Vous pouvez me croire sur parole, ça fait tout drôle de se réveiller entouré d'une bande d'étrangers qui vous observent en silence. Parce que, visiblement, le territoire des fanatiques de la veille est bien plus étendue que je ne le croyais. Quant à mes "talents" en matière de discrétion, il laisse à désirer. Ils m'avaient repéré avant même que ne soupçonne leur existence. Mais ils m'ont laissé vivre. Et ils m'ont laissé un avertissement.
J'ai ouvert les yeux aux premiers rayons de soleil et ils étaient là, dehors, à m'attendre. L'un d'entre eux était dans la même pièce que moi et il est fort probable qu'il ait passé la nuit en ma compagnie, assis, sans faire un bruit.
Ils étaient une grosse vingtaine. Trois cavaliers et le reste. Tous armés. De haches, de couteaux, de faux, de bêches. Des silhouettes foutrement lugubres. Et silencieuses, tellement silencieuses. Ils n'ont même pas tenté deme parler, de raisonner avec moi. L'arbre le plus proche était déjà orné d'un zombie pendu. J'ai de suite saisi le message. Pas besoin de paroles. Ils l'ont vu dans mes yeux. C'est alors que le groupe s'est écarté pour m'ouvrir un passage. "Dégages !", voilà leur message. Je ne suis ni un croisé, ni un infidèle. Juste un intrus qu'une certaine conception de la charité chrétienne a épargné pour un court instant.

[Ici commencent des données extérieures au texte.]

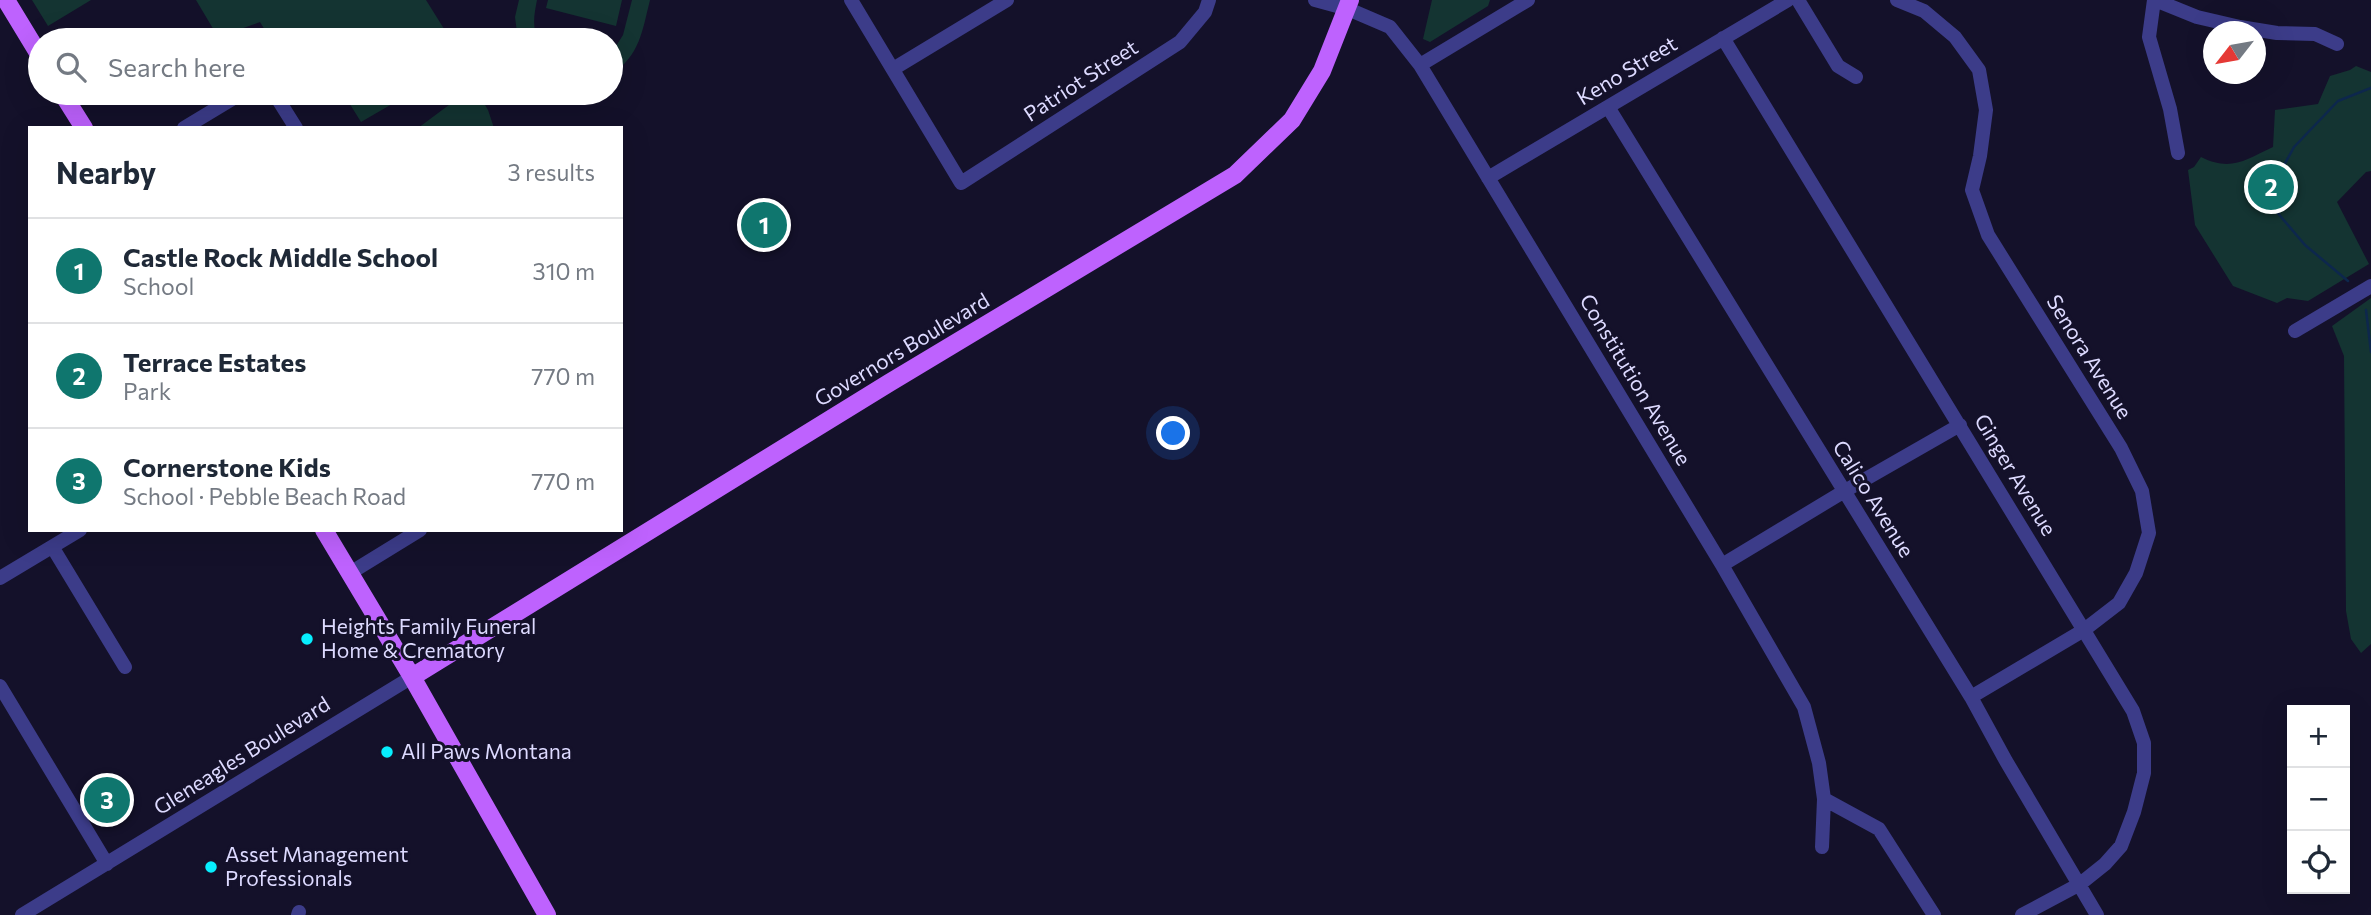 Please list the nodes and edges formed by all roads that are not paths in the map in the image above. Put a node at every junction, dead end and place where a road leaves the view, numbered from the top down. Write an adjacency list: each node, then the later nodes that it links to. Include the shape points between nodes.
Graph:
1 (6, 0): 12 (main road)
2 (851, 0): 16 (street)
3 (1007, 0): 16 (street)
4 (1209, 0): 16 (street, Patriot Street, via 1181,41 961,183)
5 (1315, 0): 11 (street, Constitution Avenue)
6 (1528, 0): 15 (street)
7 (1788, 0): 13 (street, Keno Street)
8 (1798, 0): 17 (street, via 1838,66)
9 (1897, 0): 38 (street, Senora Avenue, via 1924,10 1955,37 1979,70 1986,110 1972,190 1987,235 2121,448 2142,491 2149,533 2136,573 2119,603)
10 (2154, 0): 14 (street, via 2197,17 2277,33 2315,34); 25 (street, via 2149,37)
11 (1349, 4): 15 (street, Constitution Avenue, via 1390,27); 40 (main road, Governors Boulevard, via 1322,71 1292,120 1235,175)
12 (28, 36)
13 (1723, 38): 21 (street, Keno Street); 29 (street, Ginger Avenue)
14 (2337, 44)
15 (1420, 65): 26 (street, Constitution Avenue)
16 (893, 69)
17 (1856, 77)
18 (70, 105): 22 (main road)
19 (223, 105): 23 (street)
20 (282, 105): 24 (street)
21 (1608, 107): 26 (street, Keno Street); 30 (street, Calico Avenue)
22 (83, 126)
23 (187, 126)
24 (295, 126)
25 (2178, 153)
26 (1488, 178): 35 (street, Constitution Avenue)
27 (2371, 286): 28 (street)
28 (2295, 331)
29 (1960, 425): 30 (street); 38 (street, Ginger Avenue)
30 (1843, 492): 35 (street); 42 (street, Calico Avenue)
31 (77, 532): 34 (street)
32 (325, 532): 36 (main road)
33 (417, 532): 36 (street)
34 (53, 548): 37 (street); 39 (street)
35 (1722, 565): 43 (street, Constitution Avenue, via 1804,707)
36 (350, 573): 40 (main road)
37 (0, 578)
38 (2084, 629): 42 (street, Senora Avenue); 46 (street, Ginger Avenue, via 2133,711 2144,743 2144,773 2121,846)
39 (125, 667)
40 (412, 677): 45 (street, Gleneagles Boulevard); 48 (main road)
41 (0, 686): 45 (street)
42 (1971, 697): 46 (street, Calico Avenue)
43 (1824, 799): 44 (street, Constitution Avenue); 49 (street, via 1880,829)
44 (1822, 847)
45 (107, 864): 47 (street, Gleneagles Boulevard)
46 (2080, 884): 50 (street, Ginger Avenue); 51 (street, Calico Avenue)
47 (22, 915)
48 (547, 915)
49 (1934, 915)
50 (2022, 915)
51 (2097, 915) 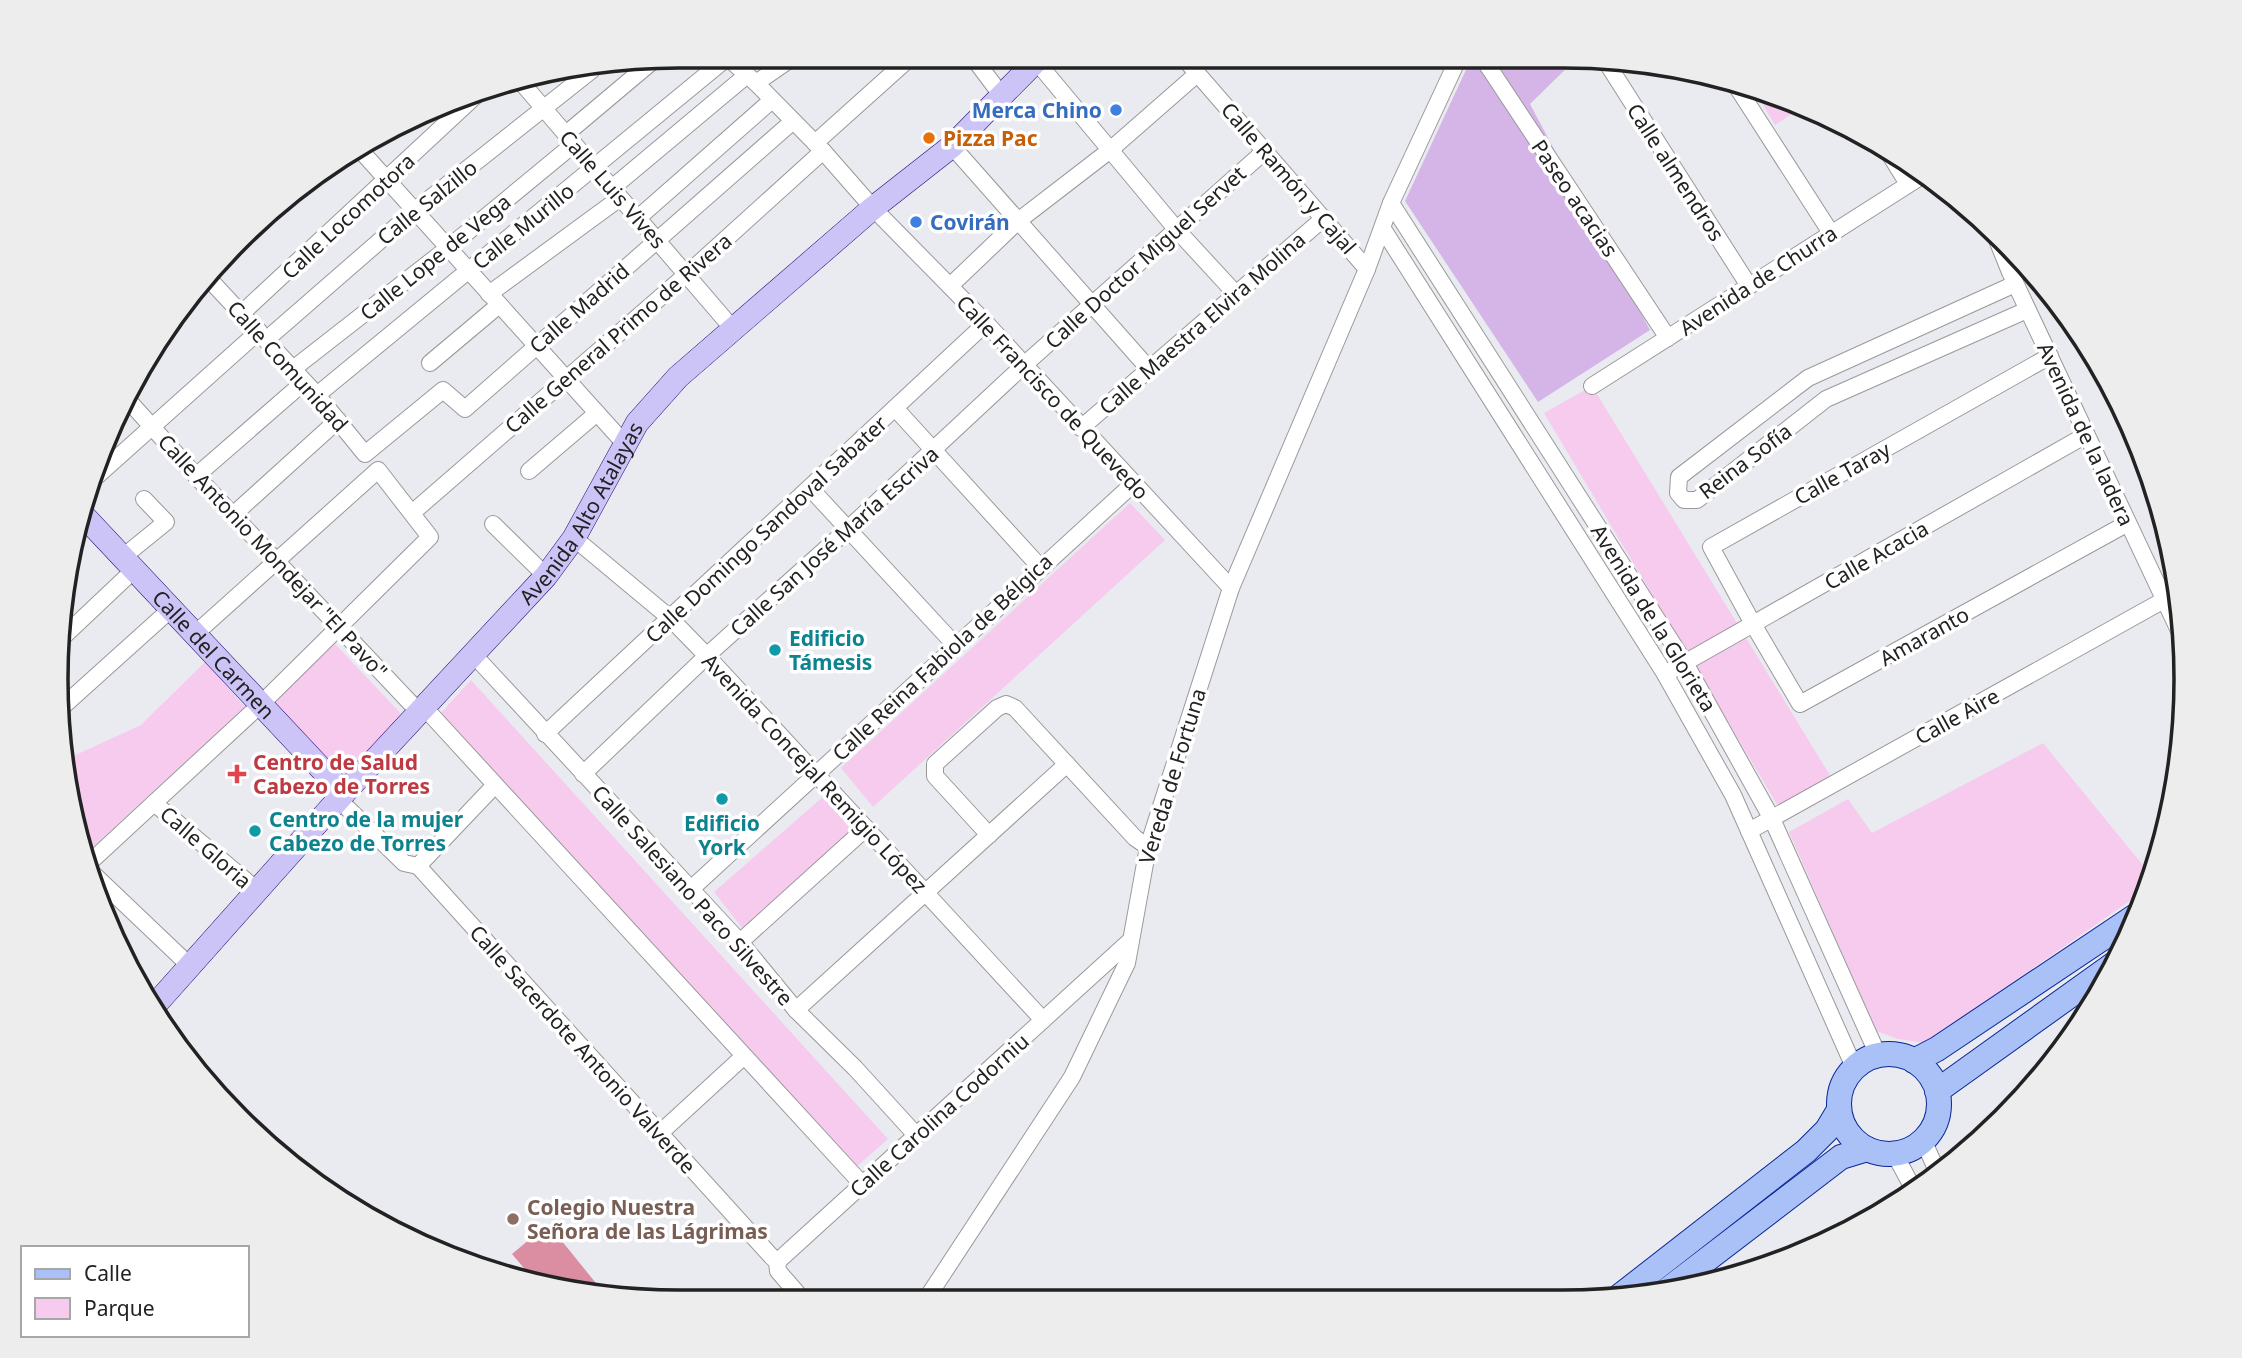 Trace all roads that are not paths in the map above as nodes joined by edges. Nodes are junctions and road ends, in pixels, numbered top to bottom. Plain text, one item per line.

J'ai lu ce mélange de folie et de détermination dans tous ces regards et là, je me suis fait une réflexion en moi-même : si il reste un minimum d'instinct de survie chez les zombies, il est préférable pour eux qu'ils évitent de croiser la route de ces allumés. Je me souviens de Verney rêvant de déclarer une guerre aux zombies. Ces gens là ont réalisés son fantasme, mais je ne suis pas certain de les voir réussir dans cette entreprise.
Je suis parti sans perdre la moindre minute. Histoire de placer le maximum de kilomètres entre moi et les fanatiques. En chemin, j'ai croisé deux nouveaux arbres à pendus et j'ai senti leur présence, manque de discrétion évident de leur part. Au bout d'une quinzaine de kilomètres de marche, un des membres de cette joyeuse bande m'attendait à un carrefour. Il m'a fait signe de la main, m'indiquant que la voie était libre. Je l'ai dépassé, puis je me suis retourné. De la main, il me souhaitait au-revoir, sinistre parodie de civilité. Pour la première fois de ma vie, je me suis surpris à prier. Prier pour ne jamais les revoir.
Je suis arrivé aux alentours de la commune de Courpière en fin de journée. L'endroit est infesté de morts-vivants. Cette horde de zombies semblent se diriger vers le nord, plus ou moins droit vers les fanatiques. A la vitesse où ils avancent, une bataille devrait avoir lieu d'ici trois à quatre jours et je suis content de savoir que je n'en serais pas témoin. J'ai du jouer de la hache pour nettoyer mon refuge pour la nuit, une auberge au bord de la départementale 58. Je me remémore la nuit précédente et ces regards silencieux. Je me demande si j'arriverai à trouver le sommeil cette nuit.